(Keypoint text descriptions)
=== Begin Enclosure ===
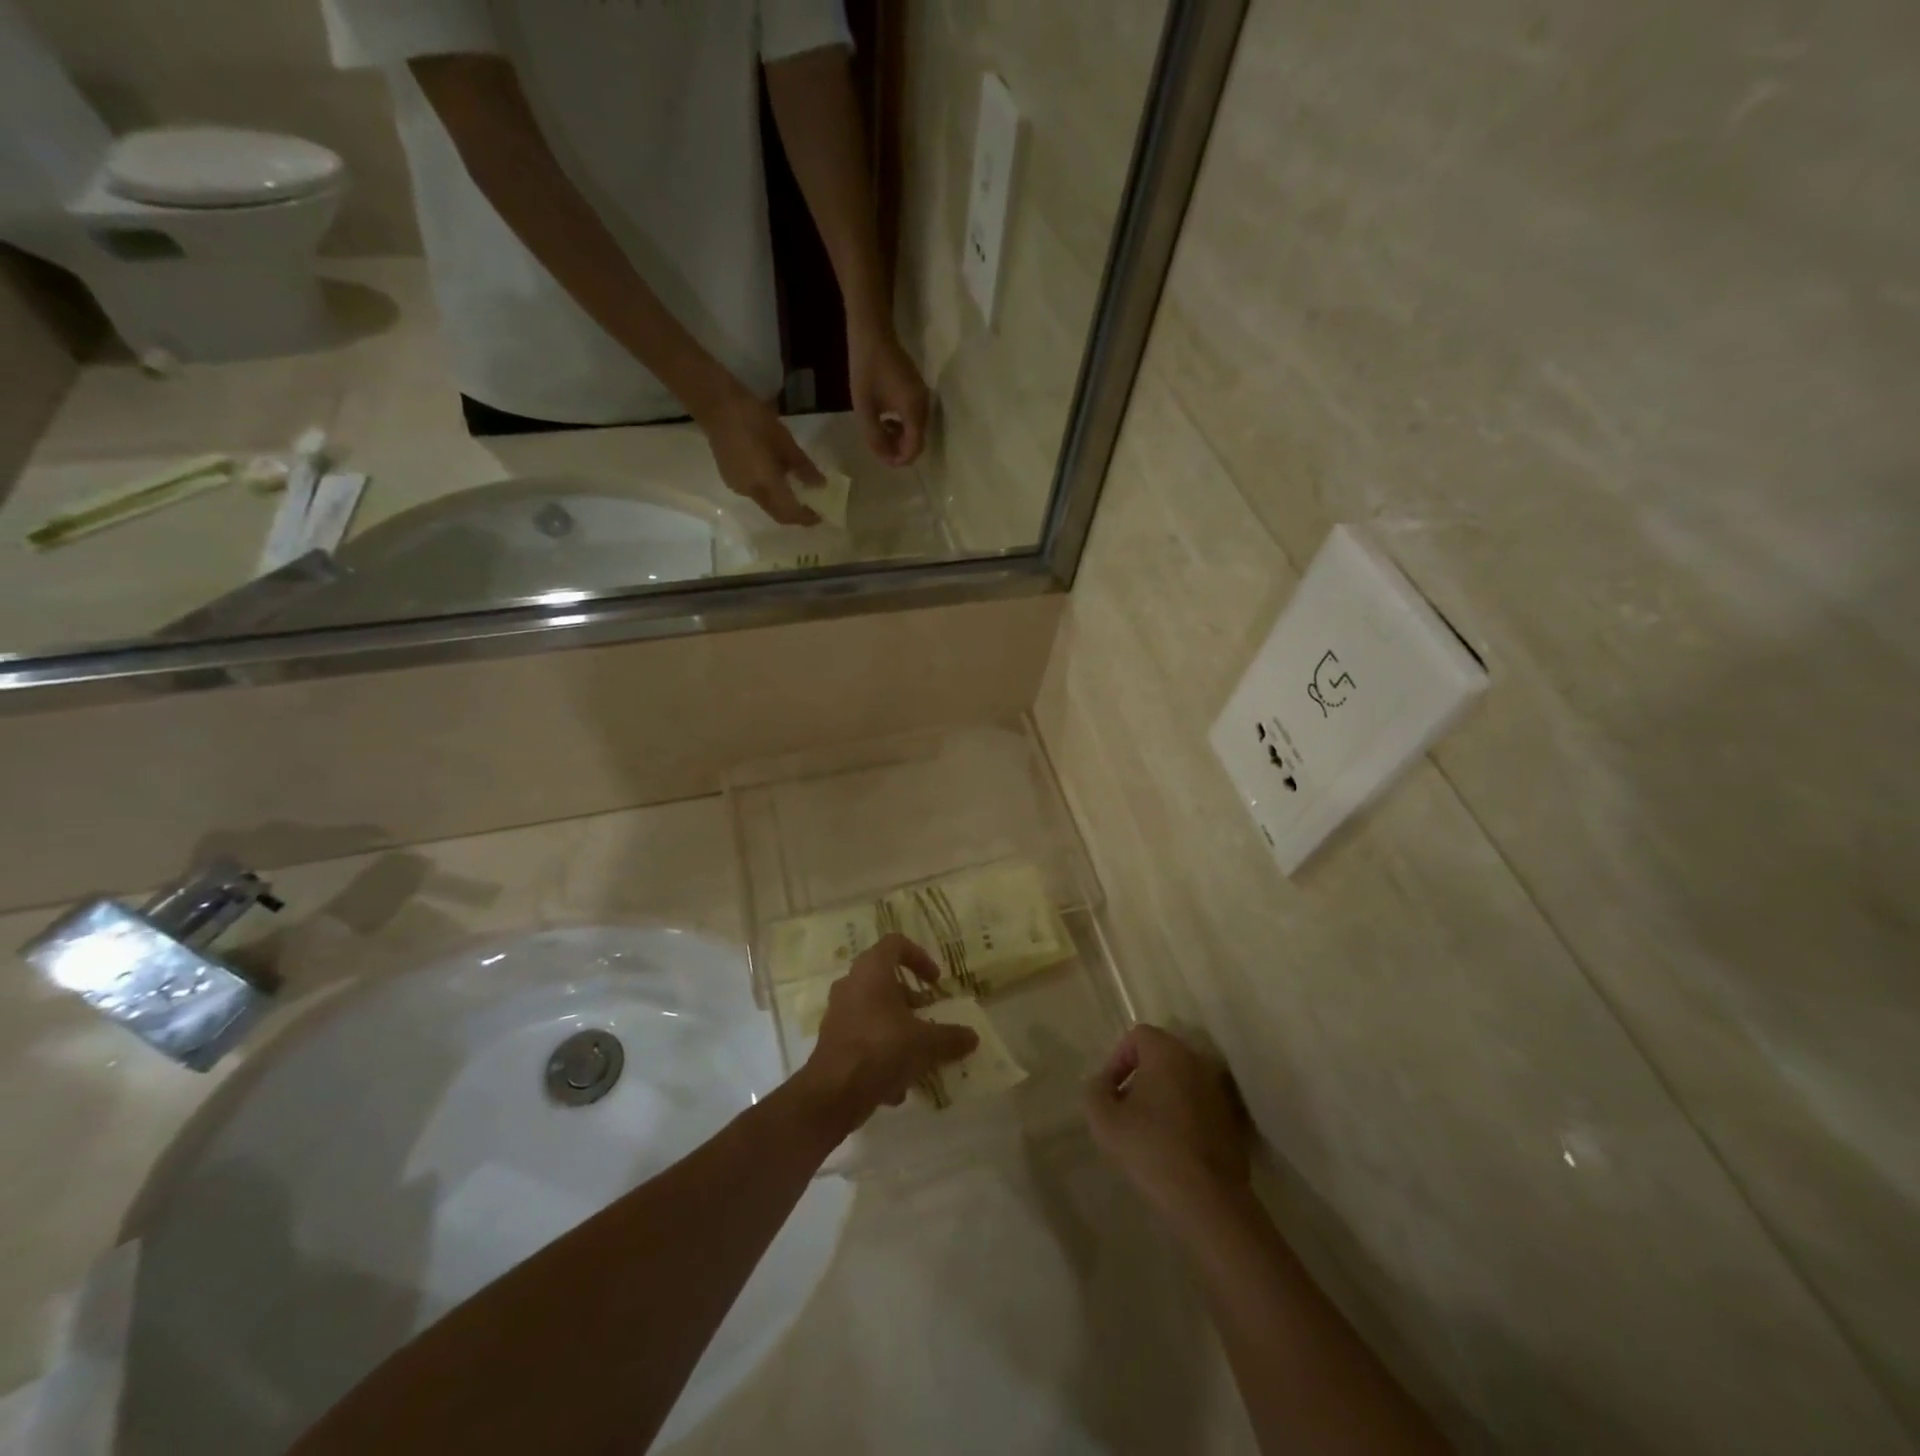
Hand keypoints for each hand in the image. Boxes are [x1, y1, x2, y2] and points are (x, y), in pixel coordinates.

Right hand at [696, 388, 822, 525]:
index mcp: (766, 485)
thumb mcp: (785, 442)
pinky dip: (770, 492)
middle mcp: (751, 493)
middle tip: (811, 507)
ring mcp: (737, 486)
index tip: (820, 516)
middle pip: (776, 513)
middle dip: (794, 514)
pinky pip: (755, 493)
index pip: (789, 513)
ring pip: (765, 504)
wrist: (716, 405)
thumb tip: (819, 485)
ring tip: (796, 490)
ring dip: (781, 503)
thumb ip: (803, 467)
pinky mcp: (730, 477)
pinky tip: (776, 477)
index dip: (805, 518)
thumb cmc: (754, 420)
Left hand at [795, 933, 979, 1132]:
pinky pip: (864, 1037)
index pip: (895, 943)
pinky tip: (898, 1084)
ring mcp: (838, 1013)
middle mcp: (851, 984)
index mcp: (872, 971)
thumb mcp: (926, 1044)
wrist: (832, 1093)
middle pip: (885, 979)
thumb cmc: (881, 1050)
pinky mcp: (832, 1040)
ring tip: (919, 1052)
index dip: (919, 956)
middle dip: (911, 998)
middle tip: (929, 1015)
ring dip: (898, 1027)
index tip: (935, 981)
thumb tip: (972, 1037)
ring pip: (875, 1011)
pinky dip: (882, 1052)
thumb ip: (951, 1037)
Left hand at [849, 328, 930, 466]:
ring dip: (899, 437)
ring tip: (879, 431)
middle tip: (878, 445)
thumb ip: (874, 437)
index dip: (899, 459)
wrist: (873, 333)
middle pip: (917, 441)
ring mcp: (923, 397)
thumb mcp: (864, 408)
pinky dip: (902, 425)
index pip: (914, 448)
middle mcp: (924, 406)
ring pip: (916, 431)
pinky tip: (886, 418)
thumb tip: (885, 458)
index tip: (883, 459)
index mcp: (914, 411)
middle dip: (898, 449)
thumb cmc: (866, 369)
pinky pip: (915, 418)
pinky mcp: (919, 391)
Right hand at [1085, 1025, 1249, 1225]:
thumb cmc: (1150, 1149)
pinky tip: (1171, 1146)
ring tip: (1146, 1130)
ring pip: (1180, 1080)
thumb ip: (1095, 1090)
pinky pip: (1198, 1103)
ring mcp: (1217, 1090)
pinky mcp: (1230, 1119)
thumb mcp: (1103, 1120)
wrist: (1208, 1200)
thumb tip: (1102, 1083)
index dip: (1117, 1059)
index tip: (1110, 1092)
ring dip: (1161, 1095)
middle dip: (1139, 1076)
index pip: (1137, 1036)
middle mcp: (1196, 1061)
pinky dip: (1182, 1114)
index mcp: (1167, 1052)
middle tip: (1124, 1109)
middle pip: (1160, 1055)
=== End Enclosure ===
=== Begin Enclosure ===
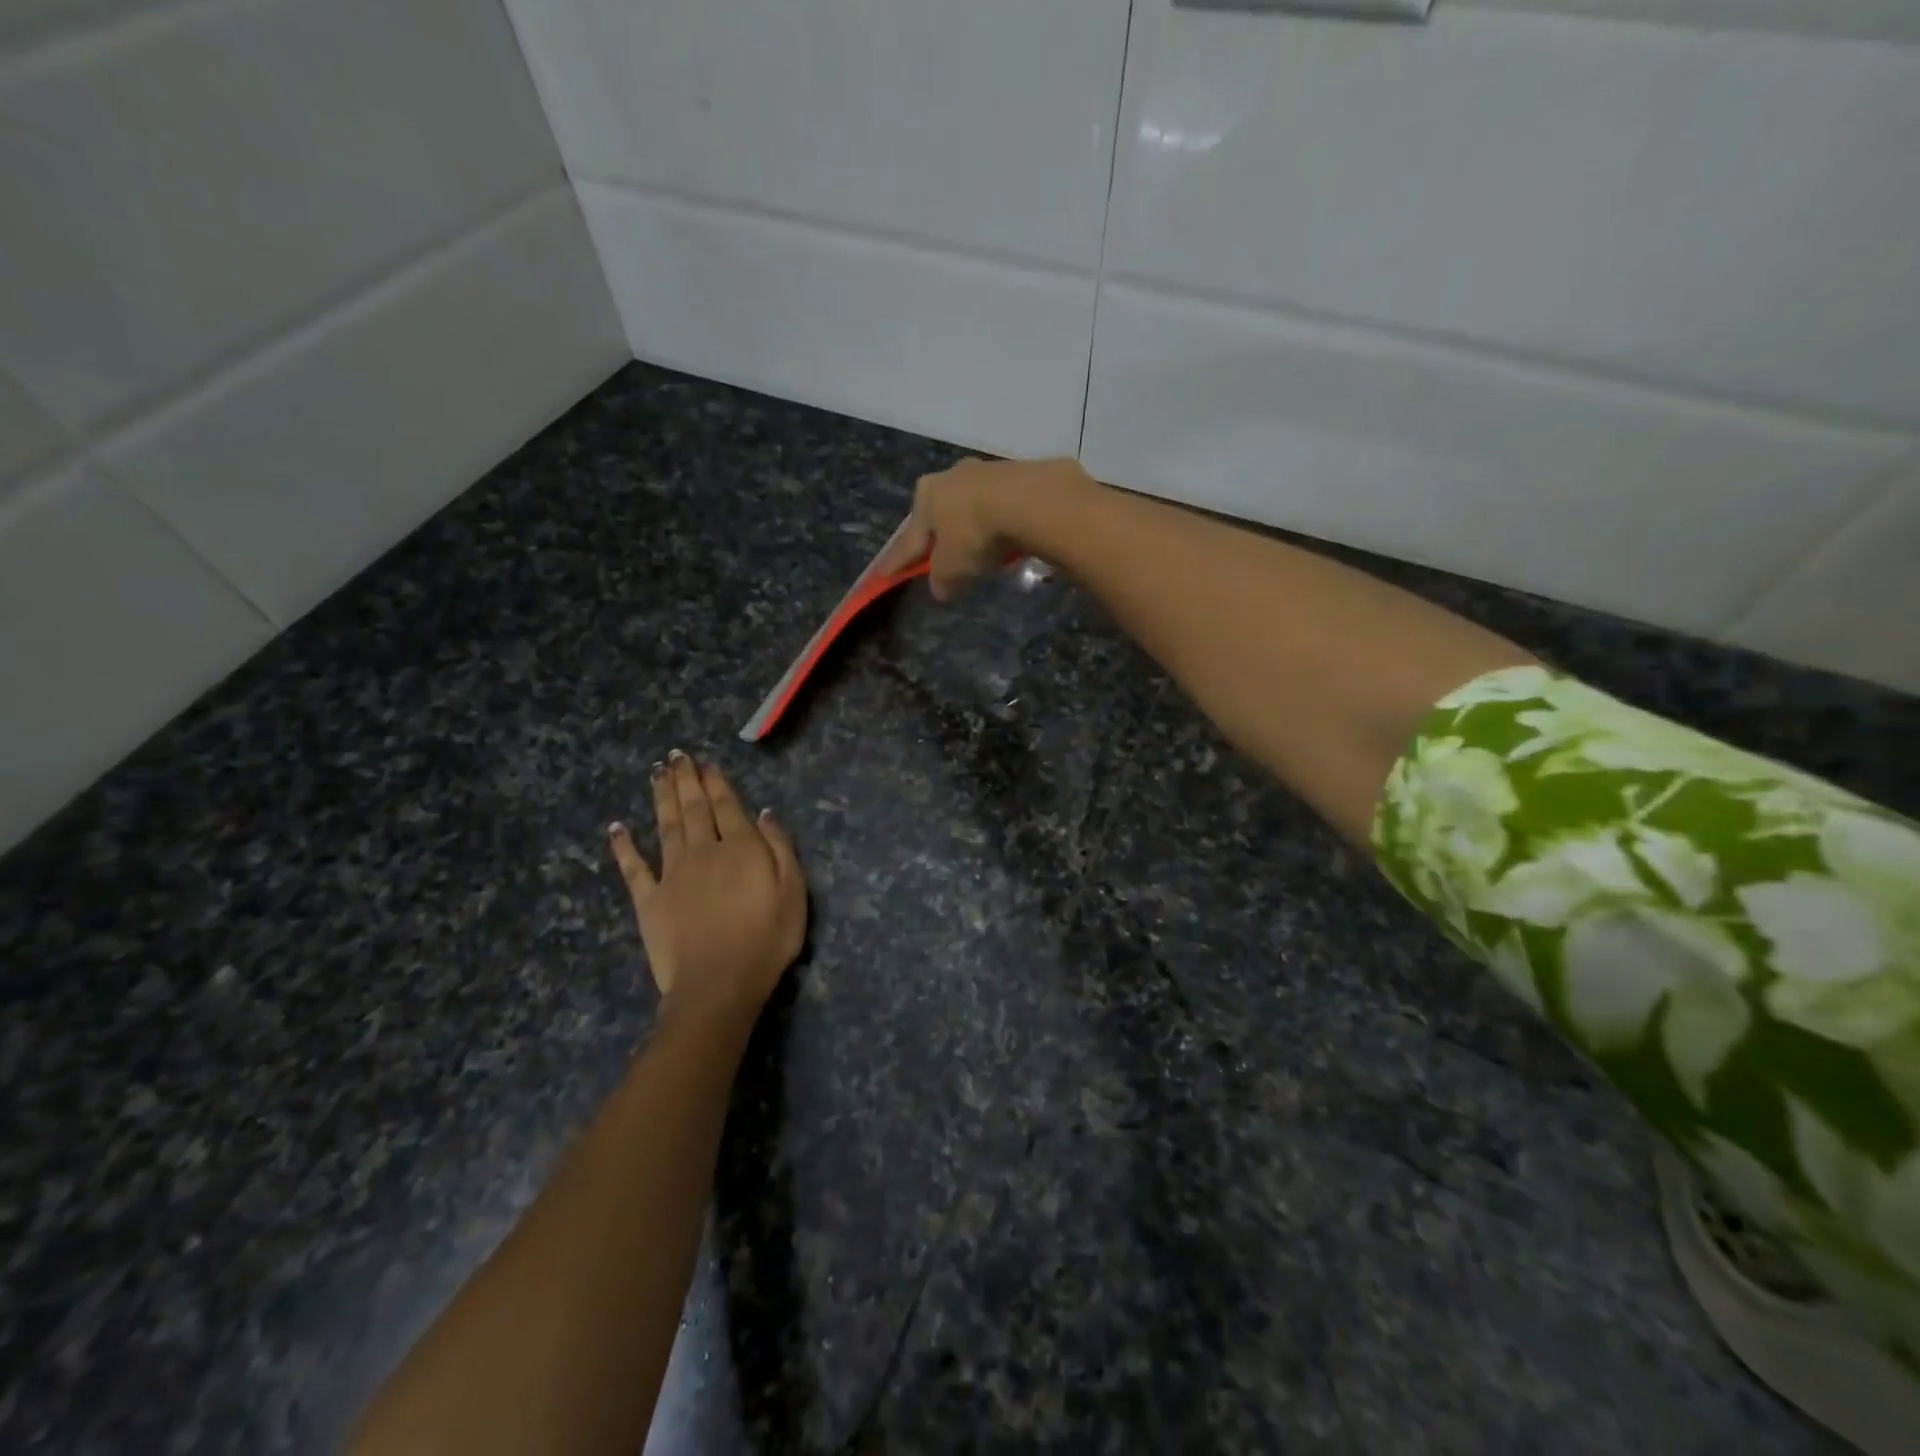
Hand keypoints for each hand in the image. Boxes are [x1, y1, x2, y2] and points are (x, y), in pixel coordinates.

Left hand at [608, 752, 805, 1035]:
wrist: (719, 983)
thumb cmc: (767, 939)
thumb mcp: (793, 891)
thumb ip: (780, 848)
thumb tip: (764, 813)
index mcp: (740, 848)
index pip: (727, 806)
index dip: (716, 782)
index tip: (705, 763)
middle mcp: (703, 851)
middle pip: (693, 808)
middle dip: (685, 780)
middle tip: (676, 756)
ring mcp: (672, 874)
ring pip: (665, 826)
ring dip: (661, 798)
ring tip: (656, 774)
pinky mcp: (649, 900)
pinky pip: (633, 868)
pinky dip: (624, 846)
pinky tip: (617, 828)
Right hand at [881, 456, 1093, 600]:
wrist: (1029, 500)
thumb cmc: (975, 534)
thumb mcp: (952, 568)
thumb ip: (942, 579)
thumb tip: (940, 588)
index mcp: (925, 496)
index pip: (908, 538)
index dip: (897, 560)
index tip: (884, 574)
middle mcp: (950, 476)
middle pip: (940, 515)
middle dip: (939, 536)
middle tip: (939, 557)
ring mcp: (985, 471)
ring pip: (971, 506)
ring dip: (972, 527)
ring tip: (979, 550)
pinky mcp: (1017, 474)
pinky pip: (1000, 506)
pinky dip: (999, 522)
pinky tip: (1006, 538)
=== End Enclosure ===
▶ **TASK DETAILS**: Word for word, restate the lines of the data above that fall between the line holding "ring mcp: (1217, 1090)" and the line holding "middle pip: (1160, 1055)", inclusive, and no other lines.

▶ **EXERCISE OUTPUT**:
ring mcp: (1217, 1090)
pinky mcp: (1230, 1119)
thumb mcp: (1103, 1120)
wrist: (1208, 1200)
thumb tip: (1102, 1083)
index dip: (1117, 1059)
index tip: (1110, 1092)
ring dip: (1161, 1095)
middle dip: (1139, 1076)
index pip: (1137, 1036)
middle mcp: (1196, 1061)
pinky dip: (1182, 1114)
index mcp: (1167, 1052)
middle tip: (1124, 1109)
middle pip: (1160, 1055)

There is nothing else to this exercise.